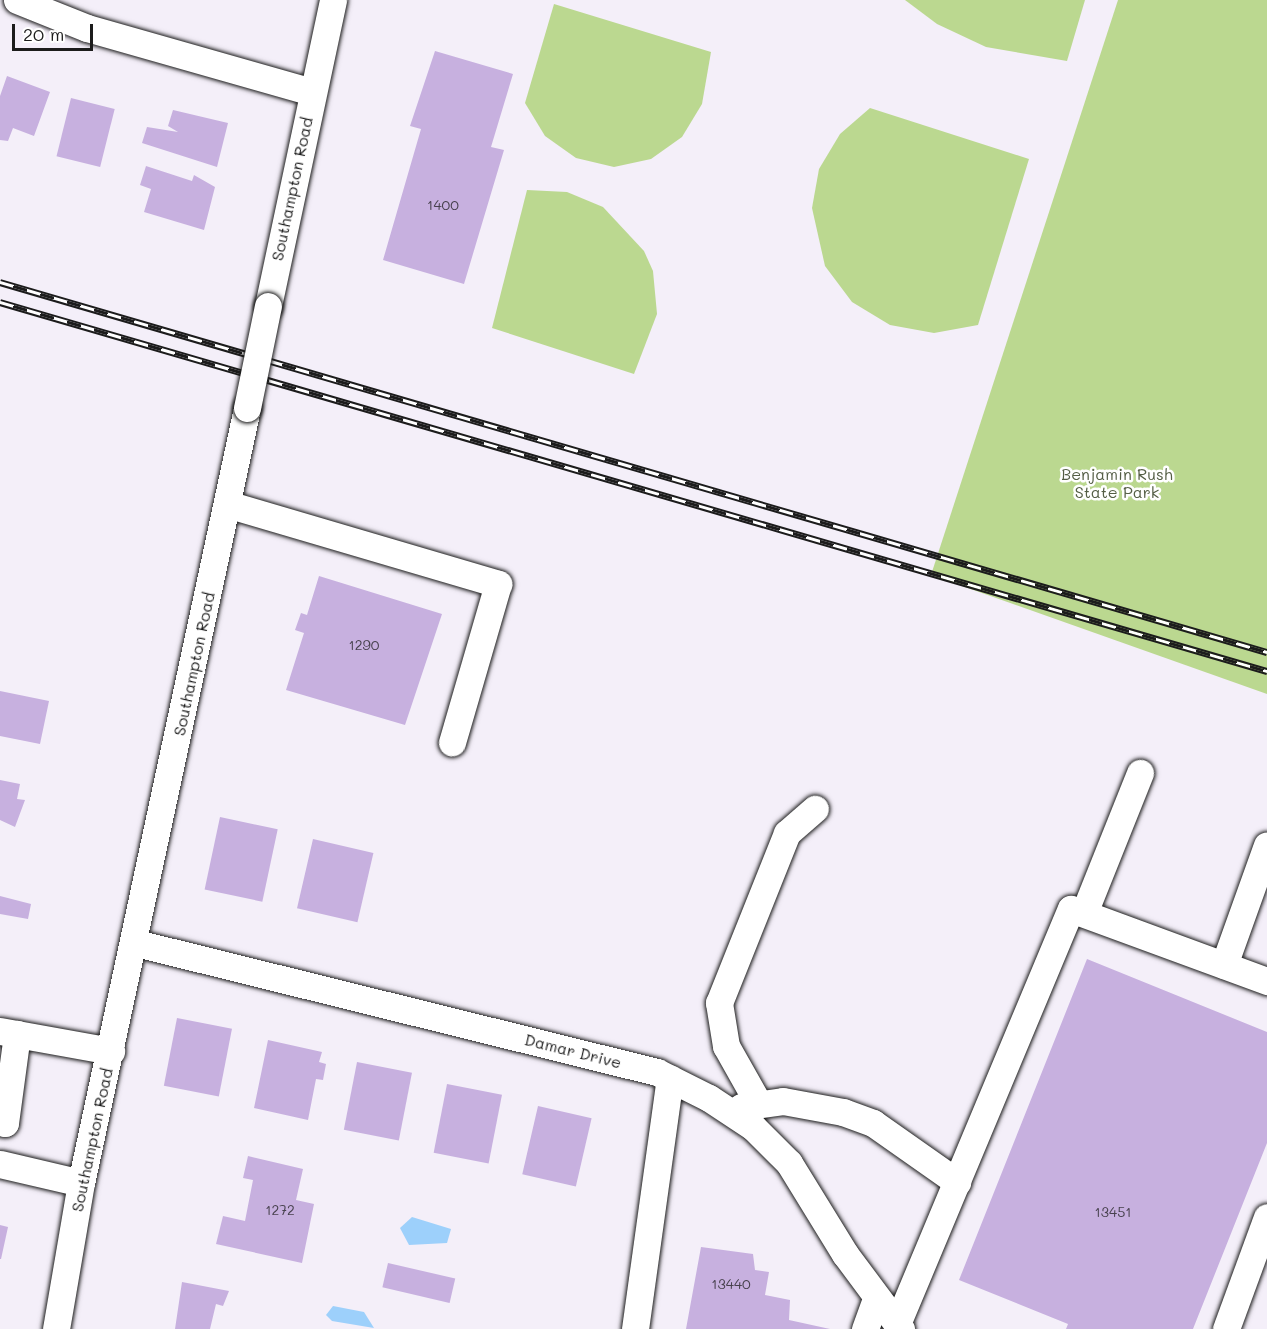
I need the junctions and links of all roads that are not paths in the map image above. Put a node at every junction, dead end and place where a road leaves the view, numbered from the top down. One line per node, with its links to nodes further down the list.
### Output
1 (17, 0): 3 (street)
2 (333, 0): 3 (street, Southampton Road)
3 (312, 92): 4 (street, Southampton Road, bridge)
4 (227, 504): 5 (street); 10 (street, Southampton Road)
5 (452, 742)
6 (1140, 772): 9 (street)
7 (815, 809): 16 (street)
8 (1267, 845): 11 (street)
9 (1084, 913): 11 (street); 20 (street)
10 (136, 943): 14 (street, Southampton Road); 15 (street, Damar Drive)
11 (1224, 965): 12 (street)
12 (1267, 981)
13 (8, 1032): 14 (street); 18 (street)
14 (111, 1051): 21 (street, Southampton Road)
15 (670, 1078): 17 (street, Damar Drive); 26 (street)
16 (757, 1101): 17 (street); 20 (street)
17 (730, 1112): 23 (street, Damar Drive)
18 (0, 1122)
19 (0, 1164): 21 (street)
20 (957, 1182): 24 (street)
21 (81, 1183): 25 (street, Southampton Road)
22 (1267, 1217): 28 (street)
23 (876, 1299): 24 (street, Damar Drive); 27 (street)
24 (899, 1326)
25 (56, 1329)
26 (635, 1329)
27 (865, 1329)
28 (1226, 1329)

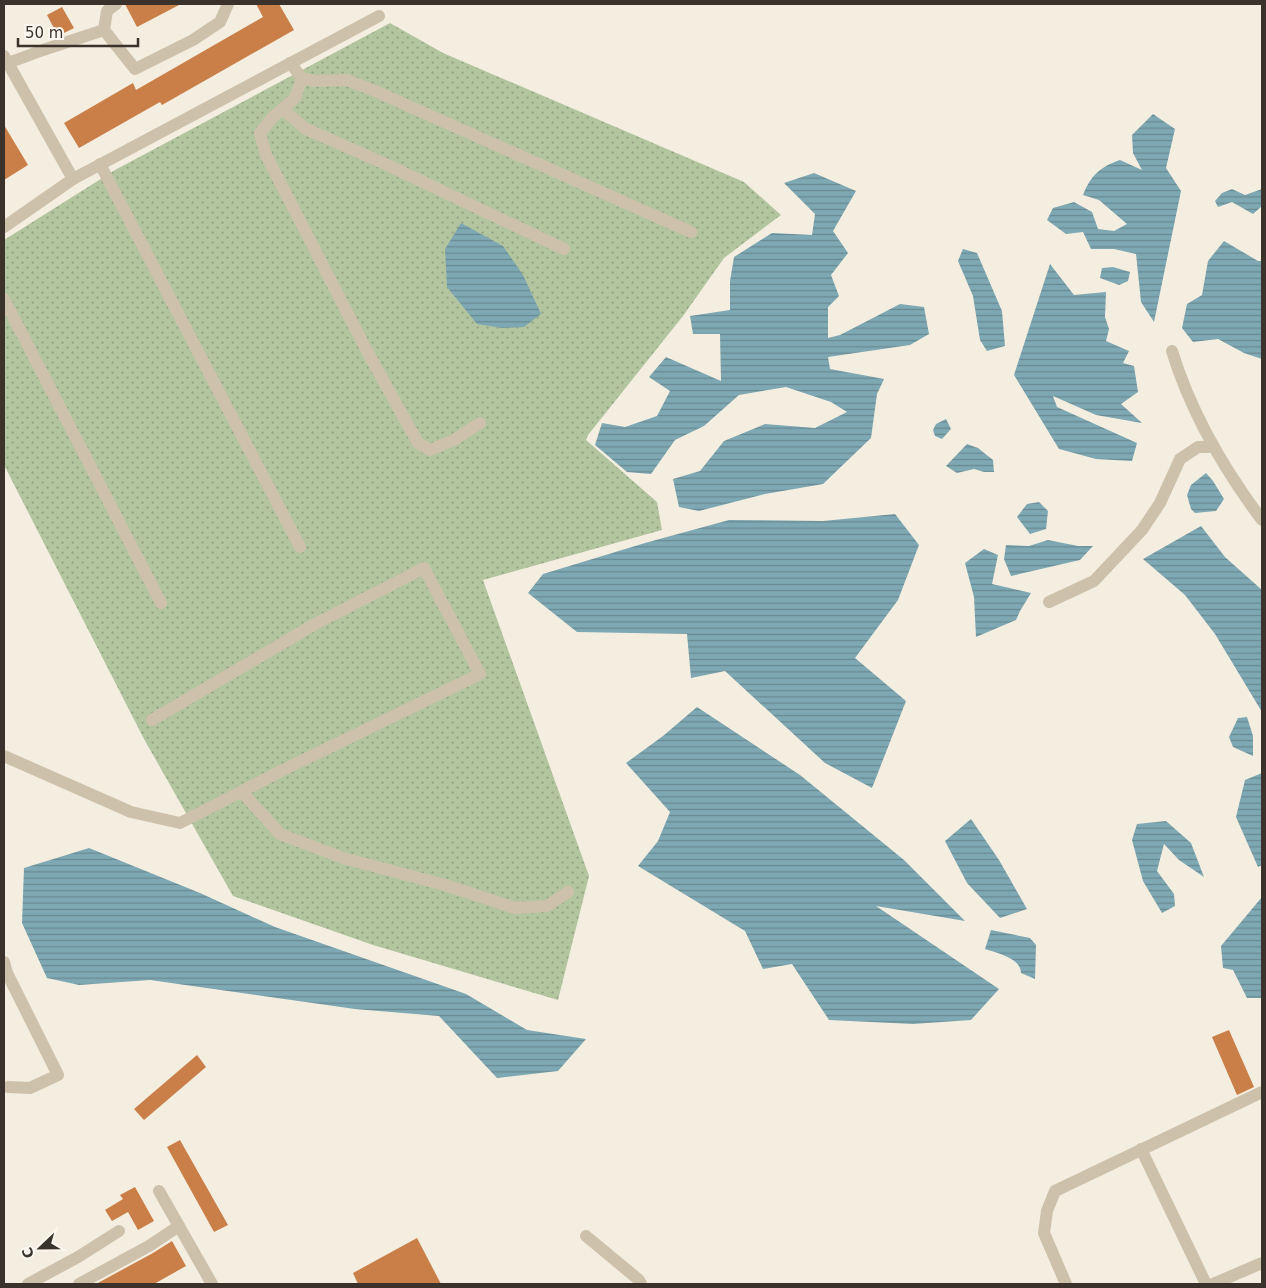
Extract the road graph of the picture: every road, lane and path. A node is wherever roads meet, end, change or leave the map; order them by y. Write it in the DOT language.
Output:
■ ■ ■ ■
A line qualifies when it holds the word "node"; report all qualifying lines from the records above.

[Response to the task]
I need the junctions and links of all roads that are not paths in the map image above. Put a node at every junction, dead end and place where a road leaves the view, numbered from the top down. One line per node, with its links to nodes further down the list.
Extract the road graph of the picture: every road, lane and path. A node is wherever roads meet, end, change or leave the map; order them by y. Write it in the DOT language.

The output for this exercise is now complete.